═══ Input material ═══

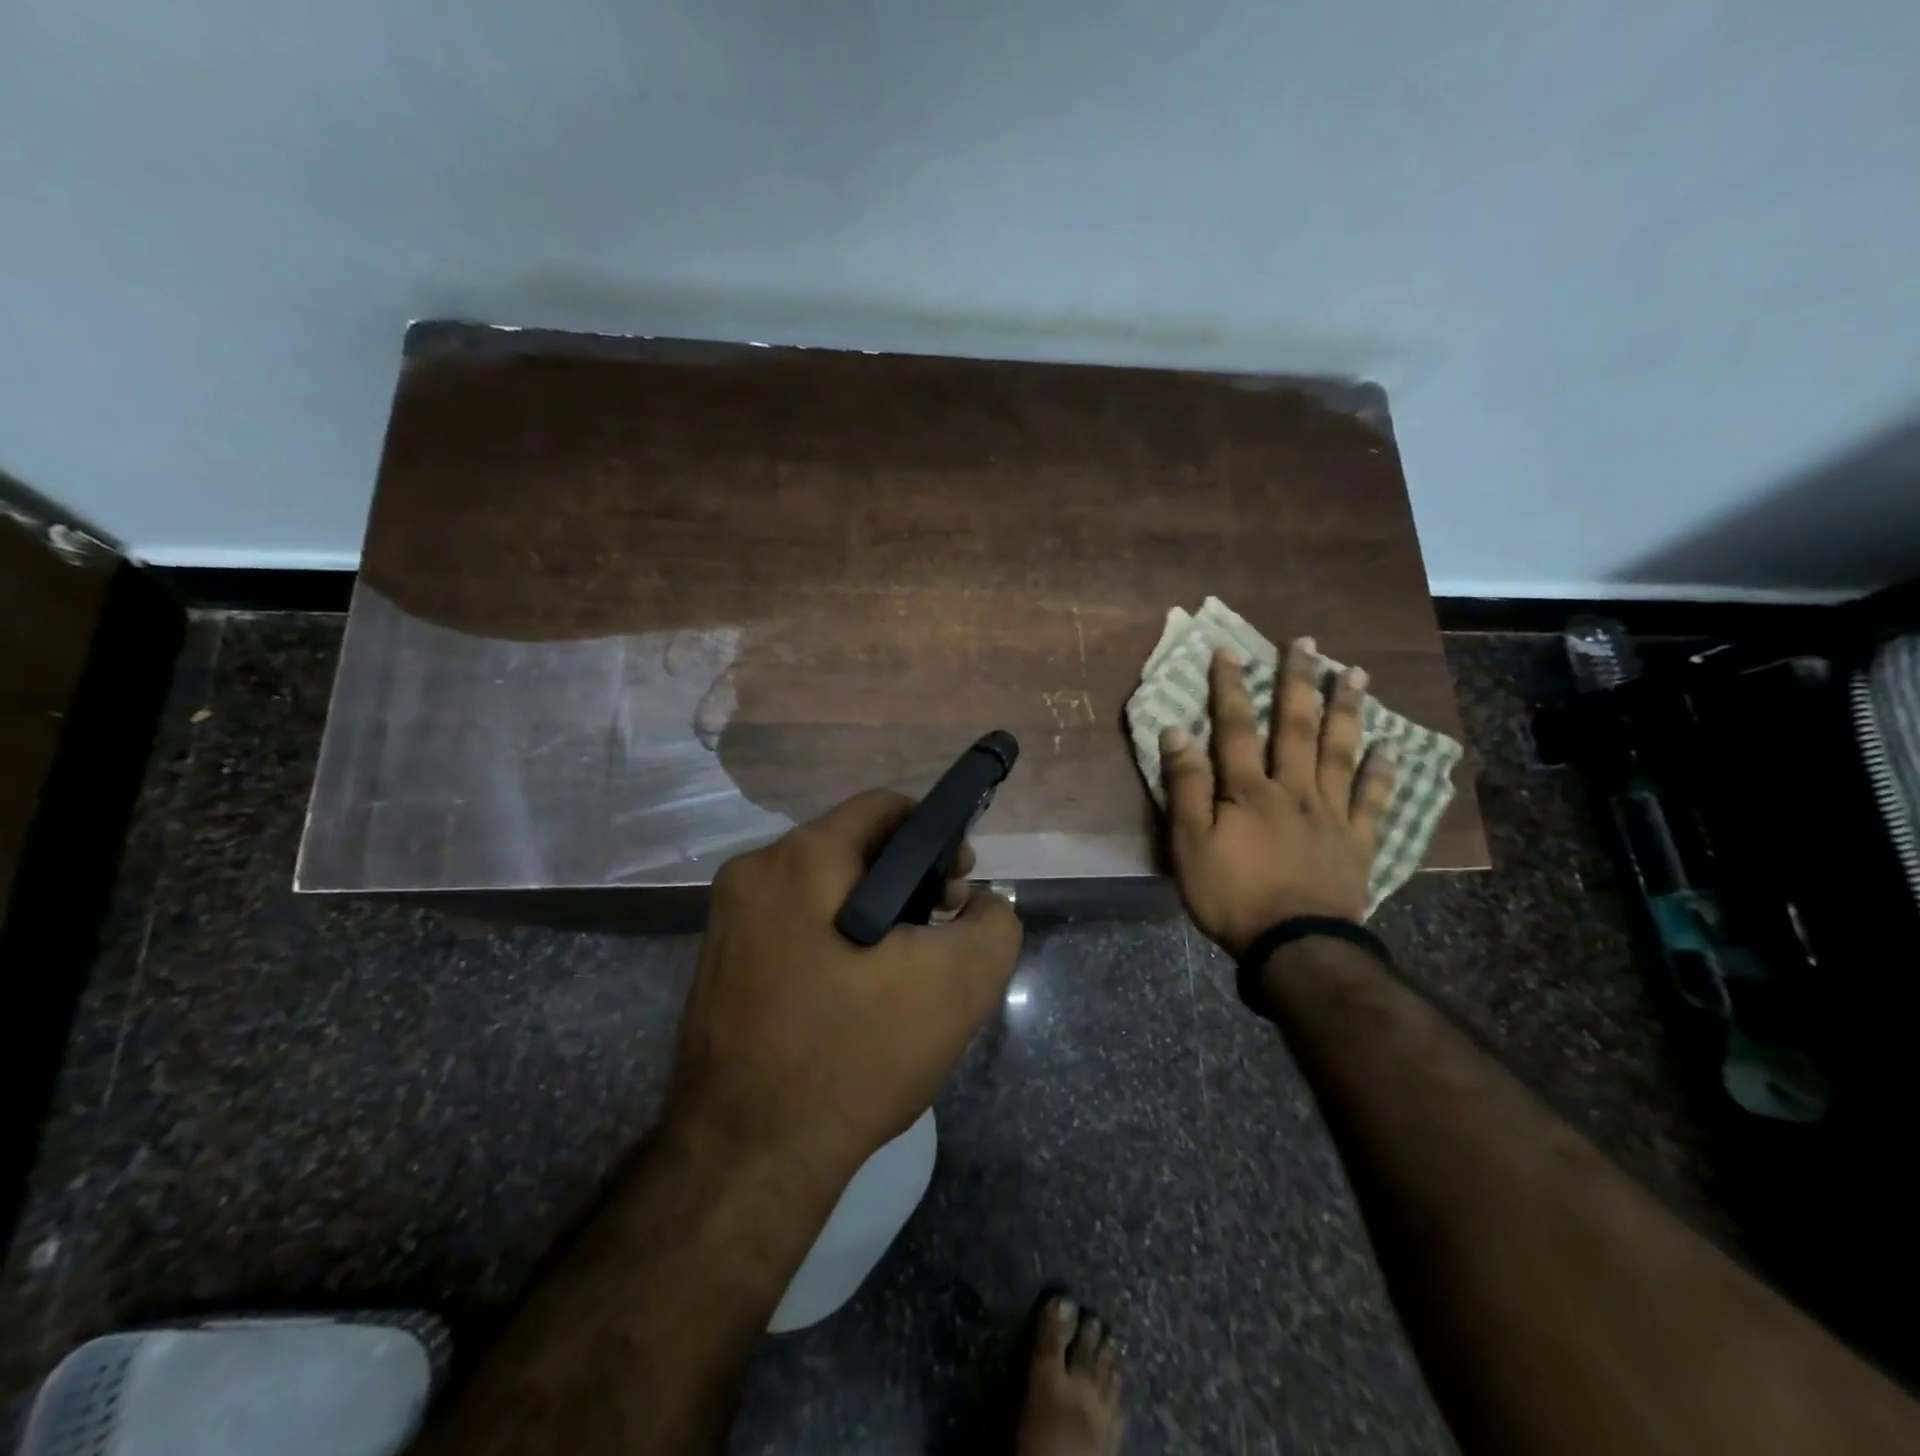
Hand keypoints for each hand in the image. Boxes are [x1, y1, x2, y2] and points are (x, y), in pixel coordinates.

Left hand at [666, 791, 1023, 1188]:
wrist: (747, 1162)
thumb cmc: (854, 1055)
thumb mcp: (957, 985)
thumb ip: (993, 924)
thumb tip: (981, 905)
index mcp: (800, 858)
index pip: (883, 808)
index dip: (936, 835)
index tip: (960, 885)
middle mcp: (753, 875)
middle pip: (852, 848)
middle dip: (907, 881)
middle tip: (939, 933)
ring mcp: (728, 923)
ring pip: (823, 891)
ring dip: (873, 915)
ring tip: (906, 972)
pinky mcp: (720, 967)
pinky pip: (795, 929)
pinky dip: (835, 943)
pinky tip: (859, 996)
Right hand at [1160, 640, 1396, 956]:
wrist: (1295, 946)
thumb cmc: (1232, 895)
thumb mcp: (1189, 844)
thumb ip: (1185, 786)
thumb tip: (1177, 732)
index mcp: (1248, 791)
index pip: (1235, 728)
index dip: (1229, 688)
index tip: (1229, 650)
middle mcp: (1293, 789)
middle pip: (1296, 728)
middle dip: (1298, 682)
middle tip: (1307, 643)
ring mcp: (1331, 813)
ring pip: (1340, 752)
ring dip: (1346, 711)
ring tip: (1356, 674)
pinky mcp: (1357, 841)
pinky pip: (1373, 800)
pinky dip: (1382, 773)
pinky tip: (1391, 747)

═══

> [Problem statement]
Your task is to reproduce every record exactly while omitting the pictures.

> [Answer for the task]
Hand keypoints for each hand in the image. Boxes are [x1, y1, x2, y2] and points are (x, y), in pixel coordinates.

Left hand at [666, 791, 1023, 1188]:
wrist: (747, 1162)
thumb cmc: (854, 1055)
thumb mcp: (957, 985)
thumb ip: (993, 924)
thumb tip: (981, 905)
index mcp: (800, 858)
index pip: (883, 808)
index dip: (936, 835)
index tip: (960, 885)
middle mcp: (753, 875)
middle pip: (852, 848)
middle dip: (907, 881)
middle tip: (939, 933)
ring mcp: (728, 923)
ring pip: (823, 891)
ring dip: (873, 915)
ring tip: (906, 972)
pinky mcp: (720, 967)
pinky pip: (795, 929)
pinky dip: (835, 943)
pinky tip: (859, 996)
Right hand at [1160, 640, 1396, 956]:
wrist: (1295, 946)
thumb cmc: (1232, 895)
thumb mcp: (1189, 844)
thumb ip: (1185, 786)
thumb tip: (1177, 732)
index mcp: (1248, 791)
index pip: (1235, 728)
index dip: (1229, 688)
index tip: (1229, 650)
middle mcp: (1293, 789)
middle pip: (1296, 728)
middle dip: (1298, 682)
middle tip: (1307, 643)
ring mcp: (1331, 813)
ring pip: (1340, 752)
ring dip: (1346, 711)
ring tip: (1356, 674)
pinky mcp: (1357, 841)
pinky pip: (1373, 800)
pinky dip: (1382, 773)
pinky tip: (1391, 747)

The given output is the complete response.